University of Chicago student activists occupied the campus police headquarters Friday night, with about 20 of them remaining until morning because they wanted a meeting with the provost and UCPD chief.
According to The Chicago Maroon, demonstrators numbered around 100 at the start of the sit-in, with “around 40 stay[ing] for at least part of the night.”
The protesters demands are four “Ds”: “defund,” “disarm,” “disclose,” and “disband,” all related to the UC Police Department. They want a 50 percent reduction in UCPD funding for the upcoming school year, and a complete shutdown of the department by 2022. In addition, all campus cops should immediately be disarmed.
Protest organizer Yessica Vargas had to go back some 70 years to make her argument, referencing UC’s use of “racially discriminating housing covenants,” and claiming the university was “colonizing the entire fucking South Side [of Chicago].”
Vargas told The Maroon that demonstrators were prepared for a 24-hour stay with “programming” and “arts and crafts.”
But apparently they were not prepared enough for, once normal business hours ended, the building was secured. This meant anyone who left the building wasn’t permitted back in, outside food was disallowed, and access to building bathrooms was shut down.
The Maroon notes Vargas and company had brought “some water and snacks”; when they ordered pizza, they never got it as it arrived after the building’s closure.
Organizer Jo Sabath complained that UCPD Chief Kenton Rainey “deprived” activists of their “dignity” by not allowing the pizza and locking the bathrooms.
A crowd gathered outside the headquarters on Drexel Avenue, carrying tents, crates of water, and other equipment after the building doors closed. They stacked it outside the headquarters alongside boxes of pizza that organizers had ordered earlier and began setting up tents.
Second-year Roma Linares told The Maroon that the main goal of those outside was to get food and supplies into the lobby for those sitting in.
“We’re trying to figure out a way to get supplies to the people inside because the cops are, like, making it really impossible. Right now, I think we have a way to do that,” Linares said.

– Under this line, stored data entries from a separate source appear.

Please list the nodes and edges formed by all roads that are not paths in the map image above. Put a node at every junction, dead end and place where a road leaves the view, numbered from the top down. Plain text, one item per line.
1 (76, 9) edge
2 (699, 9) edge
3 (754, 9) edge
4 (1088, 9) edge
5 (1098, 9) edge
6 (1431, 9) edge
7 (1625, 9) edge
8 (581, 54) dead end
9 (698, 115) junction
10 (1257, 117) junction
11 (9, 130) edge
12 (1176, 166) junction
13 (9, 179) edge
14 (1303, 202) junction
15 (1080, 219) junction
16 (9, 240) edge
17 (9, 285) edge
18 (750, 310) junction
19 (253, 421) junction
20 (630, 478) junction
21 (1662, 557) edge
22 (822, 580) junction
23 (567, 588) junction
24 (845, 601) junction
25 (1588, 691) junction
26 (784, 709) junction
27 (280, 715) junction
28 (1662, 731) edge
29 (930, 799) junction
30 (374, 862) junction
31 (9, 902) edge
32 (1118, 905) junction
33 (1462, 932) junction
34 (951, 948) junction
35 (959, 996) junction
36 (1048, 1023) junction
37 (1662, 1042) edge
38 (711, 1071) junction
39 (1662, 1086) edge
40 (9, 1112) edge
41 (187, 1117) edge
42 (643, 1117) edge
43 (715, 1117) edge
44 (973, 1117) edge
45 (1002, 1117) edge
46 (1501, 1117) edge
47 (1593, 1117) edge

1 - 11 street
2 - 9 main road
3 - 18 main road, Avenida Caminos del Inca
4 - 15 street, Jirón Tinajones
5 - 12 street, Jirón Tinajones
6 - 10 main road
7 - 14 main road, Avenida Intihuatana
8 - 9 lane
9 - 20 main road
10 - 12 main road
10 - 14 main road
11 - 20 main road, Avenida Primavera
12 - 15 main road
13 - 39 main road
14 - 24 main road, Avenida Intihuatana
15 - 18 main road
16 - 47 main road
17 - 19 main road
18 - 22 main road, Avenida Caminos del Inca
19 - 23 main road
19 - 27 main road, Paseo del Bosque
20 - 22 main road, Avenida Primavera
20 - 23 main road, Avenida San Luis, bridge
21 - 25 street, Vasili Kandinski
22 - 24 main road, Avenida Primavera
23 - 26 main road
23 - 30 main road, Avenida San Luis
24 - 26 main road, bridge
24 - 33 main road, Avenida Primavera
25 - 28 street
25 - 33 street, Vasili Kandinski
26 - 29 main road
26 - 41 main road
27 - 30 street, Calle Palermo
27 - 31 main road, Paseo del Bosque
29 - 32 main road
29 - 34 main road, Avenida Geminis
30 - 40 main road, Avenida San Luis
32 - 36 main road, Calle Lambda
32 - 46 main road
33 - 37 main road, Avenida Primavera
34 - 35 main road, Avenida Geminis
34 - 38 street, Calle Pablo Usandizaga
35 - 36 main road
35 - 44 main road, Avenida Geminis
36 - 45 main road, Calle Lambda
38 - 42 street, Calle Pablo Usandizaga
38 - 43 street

“I know that people are willing to stay overnight in there. But a lot of people have also been helping out with supplies in terms of tents and sleeping supplies and food,” she said. “We got a bunch of offers to buy pizza and medical equipment.
The occupiers also were cheesed at a UCPD officer who came in every half hour to remind them that they were trespassing and violating social distancing guidelines. Activists “grew increasingly frustrated at being repeatedly woken or prevented from falling asleep,” and as such screamed at the officer “quit your job” and sang Nicki Minaj’s “Super Bass.”